▶ _Try it_
A verbatim printing of the entries that follow is needed; pictures must not appear in it.

(Study material)

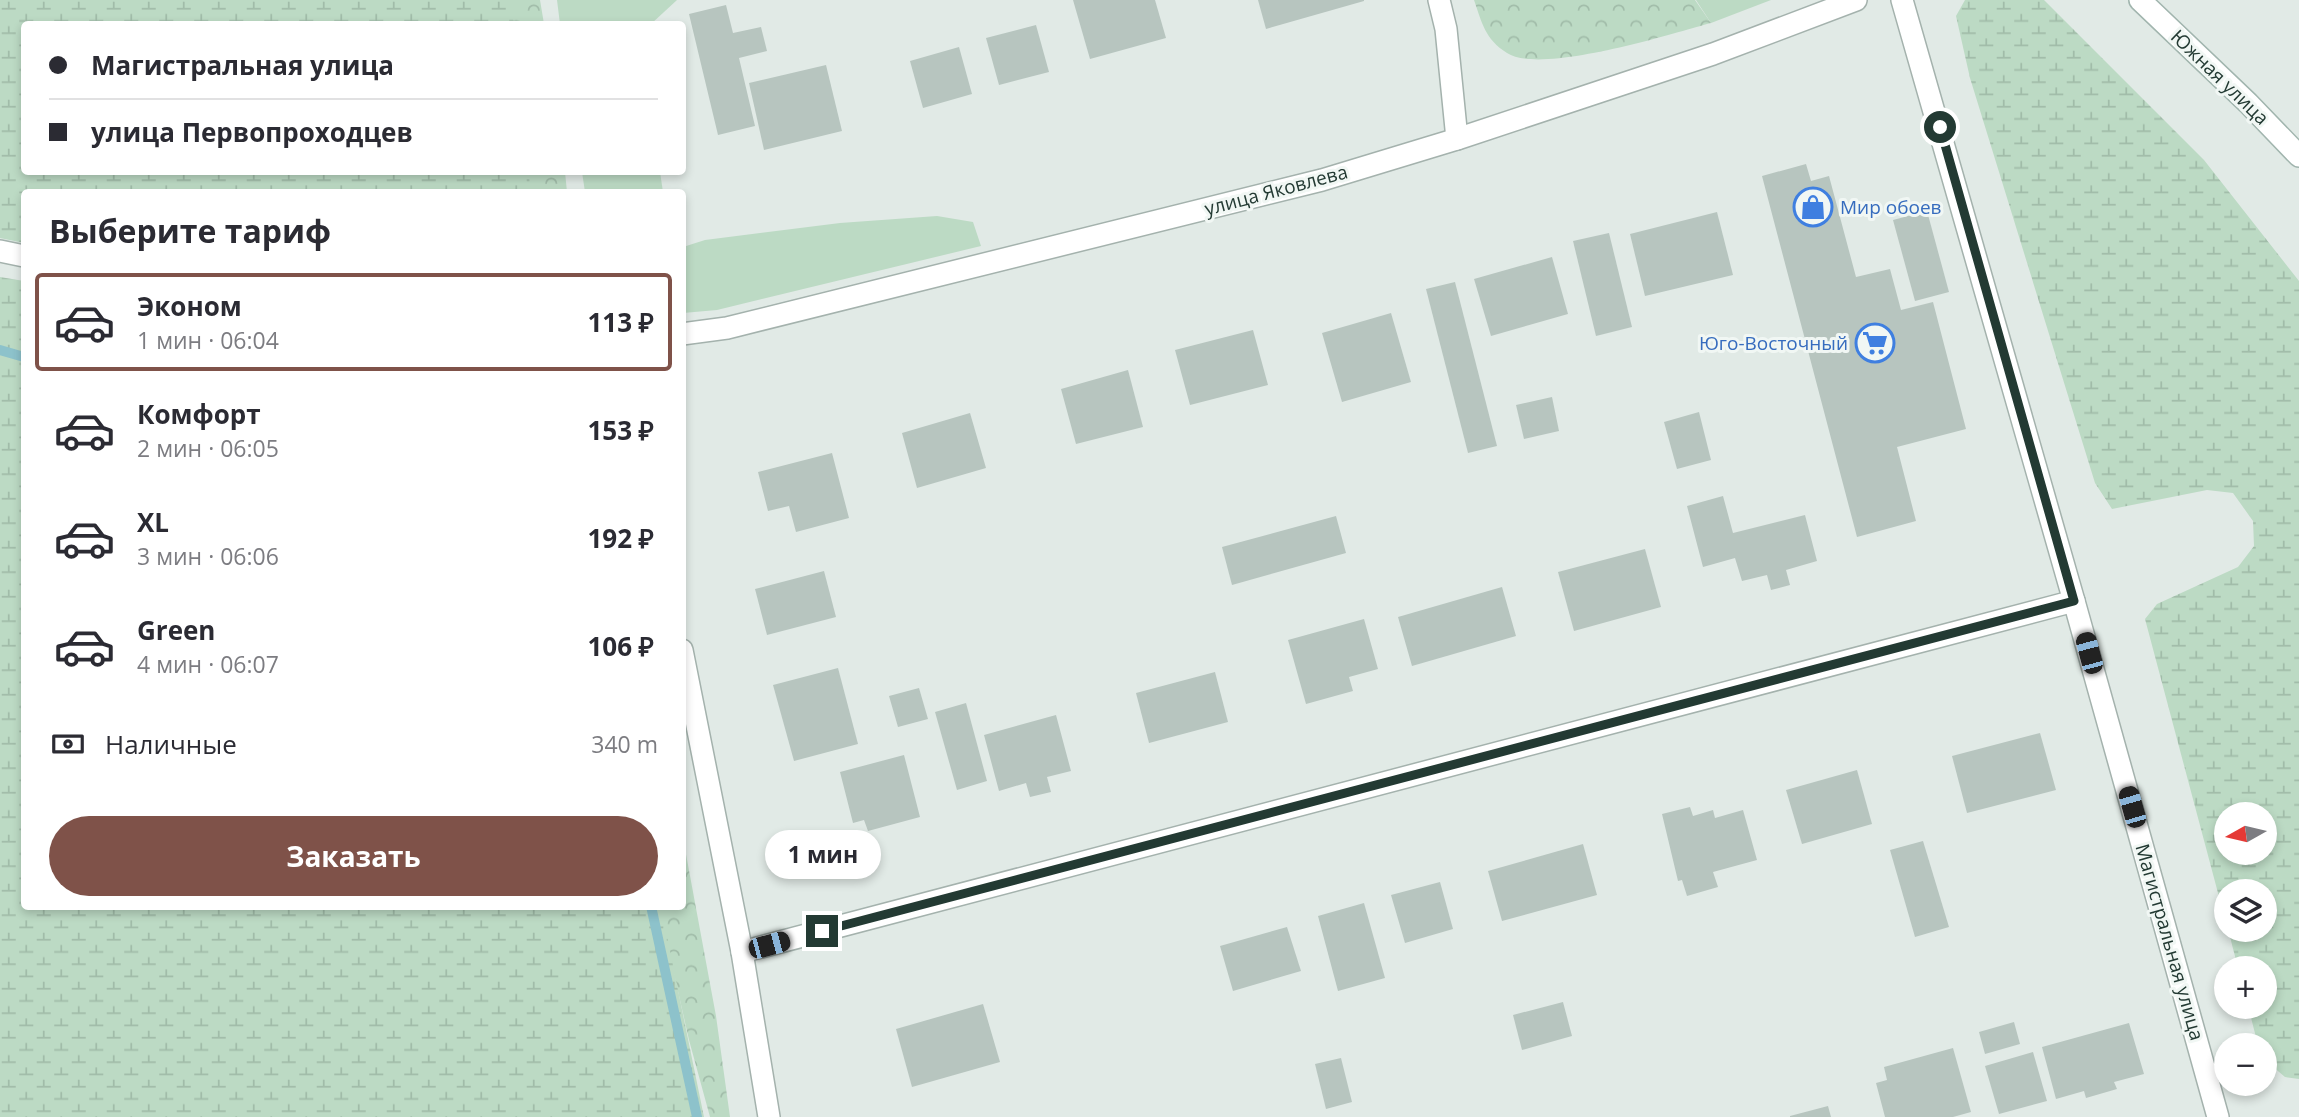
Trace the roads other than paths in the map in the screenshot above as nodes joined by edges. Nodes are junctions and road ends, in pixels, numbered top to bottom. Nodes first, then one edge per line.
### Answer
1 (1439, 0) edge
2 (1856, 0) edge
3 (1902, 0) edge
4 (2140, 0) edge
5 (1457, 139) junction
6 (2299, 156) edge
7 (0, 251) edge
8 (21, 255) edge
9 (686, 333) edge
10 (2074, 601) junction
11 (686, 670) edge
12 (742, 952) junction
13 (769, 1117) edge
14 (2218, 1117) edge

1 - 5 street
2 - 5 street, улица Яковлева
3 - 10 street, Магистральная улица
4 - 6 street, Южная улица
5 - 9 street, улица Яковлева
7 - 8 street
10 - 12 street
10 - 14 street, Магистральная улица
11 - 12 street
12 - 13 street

(End Study material)

▶ _Written response_
Trace the roads other than paths in the map in the screenshot above as nodes joined by edges. Nodes are junctions and road ends, in pixels, numbered top to bottom. Nodes first, then one edge per line.
### Answer
1 (1439, 0) edge
2 (1856, 0) edge
3 (1902, 0) edge
4 (2140, 0) edge
5 (1457, 139) junction
6 (2299, 156) edge
7 (0, 251) edge
8 (21, 255) edge
9 (686, 333) edge
10 (2074, 601) junction
11 (686, 670) edge
12 (742, 952) junction
13 (769, 1117) edge
14 (2218, 1117) edge

1 - 5 street
2 - 5 street, улица Яковлева
3 - 10 street, Магистральная улица
4 - 6 street, Южная улица
5 - 9 street, улица Яковлева
7 - 8 street
10 - 12 street
10 - 14 street, Магистральная улица
11 - 12 street
12 - 13 street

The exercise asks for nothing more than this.